Estranho era também o facto da empregada Amália desempenhar os seus serviços de… salto alto. Como bizarro fora o caso de ela ter começado o arrumo dos quartos exactamente pelos aposentos ocupados, quando havia quartos que não foram sequer utilizados naquela noite e outros que tinham sido deixados livres desde as sete e meia da manhã. Não fazia de facto sentido que, tendo ela entrado no Hotel às oito horas, iniciasse o trabalho com a mudança de roupas do casal de velhos que habitava o quarto nº. 10 e logo depois entrasse no quarto ocupado pelo Dr. Vaz. Como também não fazia sentido nenhum que ela, uma modesta servente de quartos, andasse calçada com sapatos Gucci, uma das marcas mais caras do mundo da moda.

Aquela marca de sapatos nos pés de uma criada de quatros conferia ainda uma outra curiosidade ao caso do homicídio ocorrido no Hotel. Isto porque a Gucci não está apenas associada à moda, mas também à história do crime e… das artes. Em 1995, Maurizio Gucci, neto do fundador daquela prestigiadíssima marca, foi assassinado em frente ao seu apartamento em Milão. O crime foi planeado pela sua mulher e por uma amiga. O acontecimento foi notícia de abertura nos espaços informativos da rádio e da televisão de todo o Mundo e encheu as páginas da imprensa da época. O crime acabaria, aliás, por inspirar o famoso cineasta Ridley Scott a realizar um filme sobre a história da família Gucci, com produção da super-poderosa Fox.

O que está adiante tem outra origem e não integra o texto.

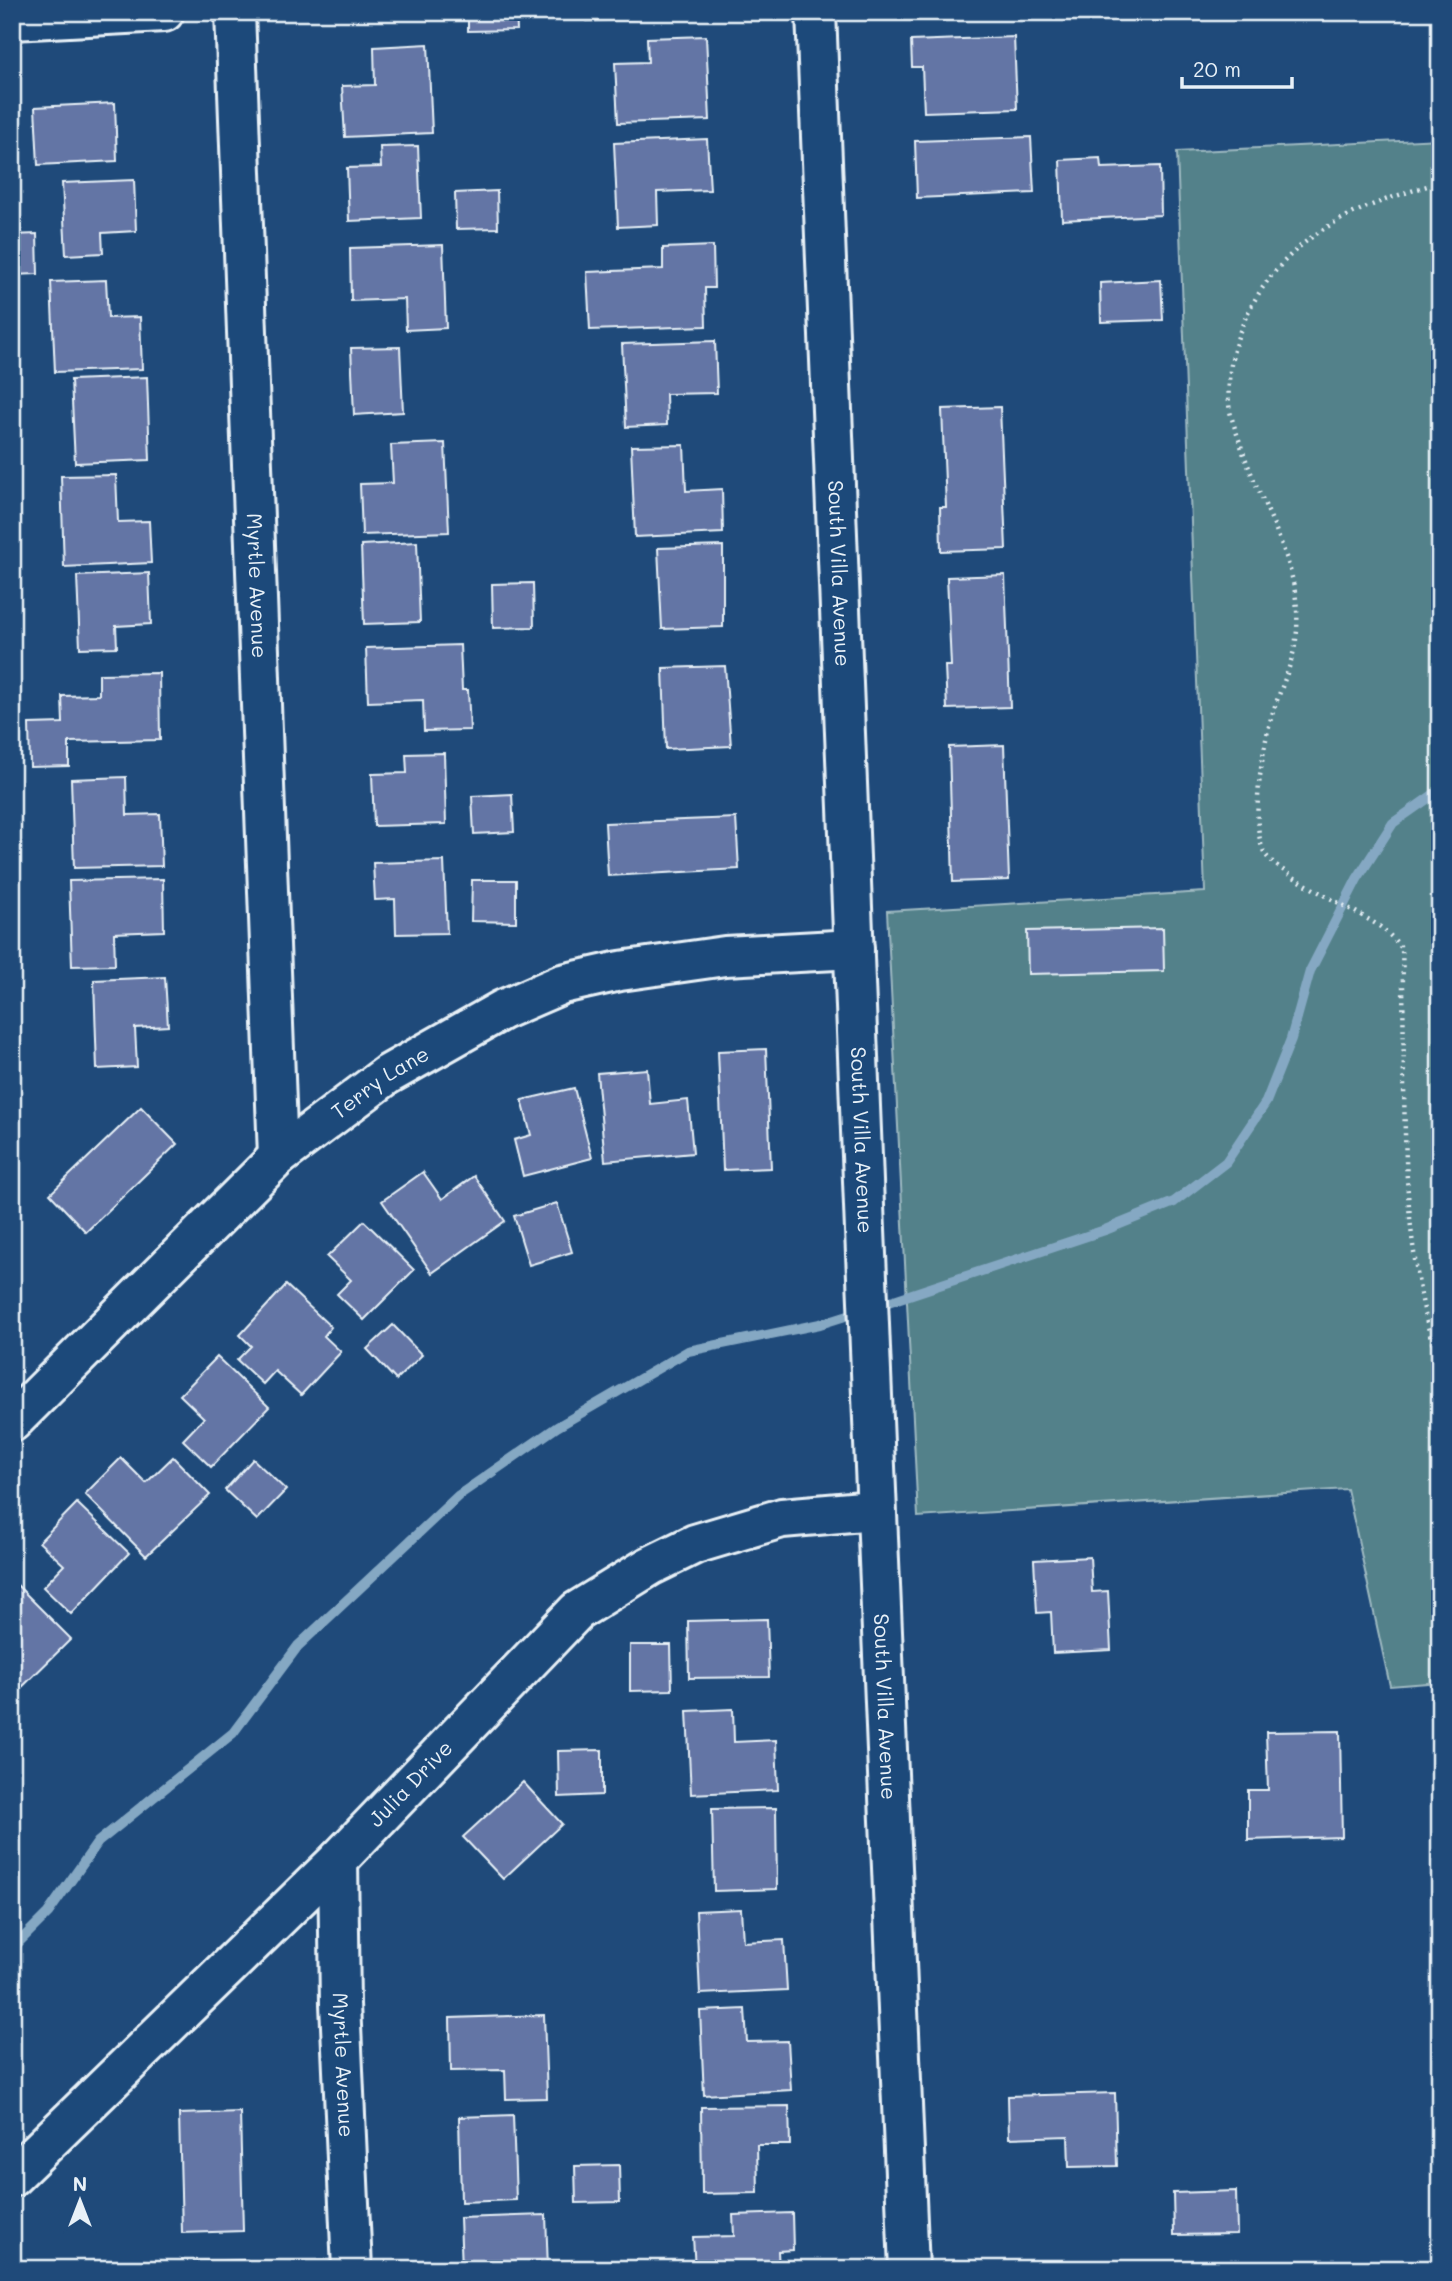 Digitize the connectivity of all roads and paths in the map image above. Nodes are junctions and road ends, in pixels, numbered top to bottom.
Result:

Cabral ficou com a “pulga atrás da orelha”. Sondou a empregada de quartos, mas um dos filhos do proprietário do Hotel, Heldo, assegurou que ela não tinha nada a ver com aquele funesto caso. Amália tinha um encanto especial. Mesmo sem maquilhagem e apesar dos olhos vermelhos do choro, a sua beleza e formosura não escaparam ao “olhar clínico” do Inspector Cabral. As suas pernas bem torneadas eram capazes de fazer perder o juízo a qualquer homem! Heldo não tinha suspeitas de ninguém, embora não deixasse de referir a estranha coincidência de acontecerem assaltos pelas redondezas sempre que se encontravam hospedados no Hotel, como era o caso presente, quatro irmãos gémeos, iguais como gotas de água.

Amália, a empregada, foi apenas sondada. Cabral concordou em deixá-la descansar. O importante para ele era conhecer os gémeos. Ficou a saber que era impossível distingui-los. Nem através dos Bilhetes de Identidade se conseguia obter tal desiderato, uma vez que tanto as fotos como as impressões digitais eram exactamente iguais. Um facto, porém, não escapou ao “faro” do Inspector Cabral: os quatro gémeos deixaram o Hotel para uma viagem a Coimbra às sete e meia da manhã, quando, na véspera, todos haviam recolhido aos seus quartos de madrugada. A ausência dos manos acabaria, no entanto, por facilitar as investigações, uma vez que o terreno estava livre para uma visita a cada um dos quartos que eles ocupavam.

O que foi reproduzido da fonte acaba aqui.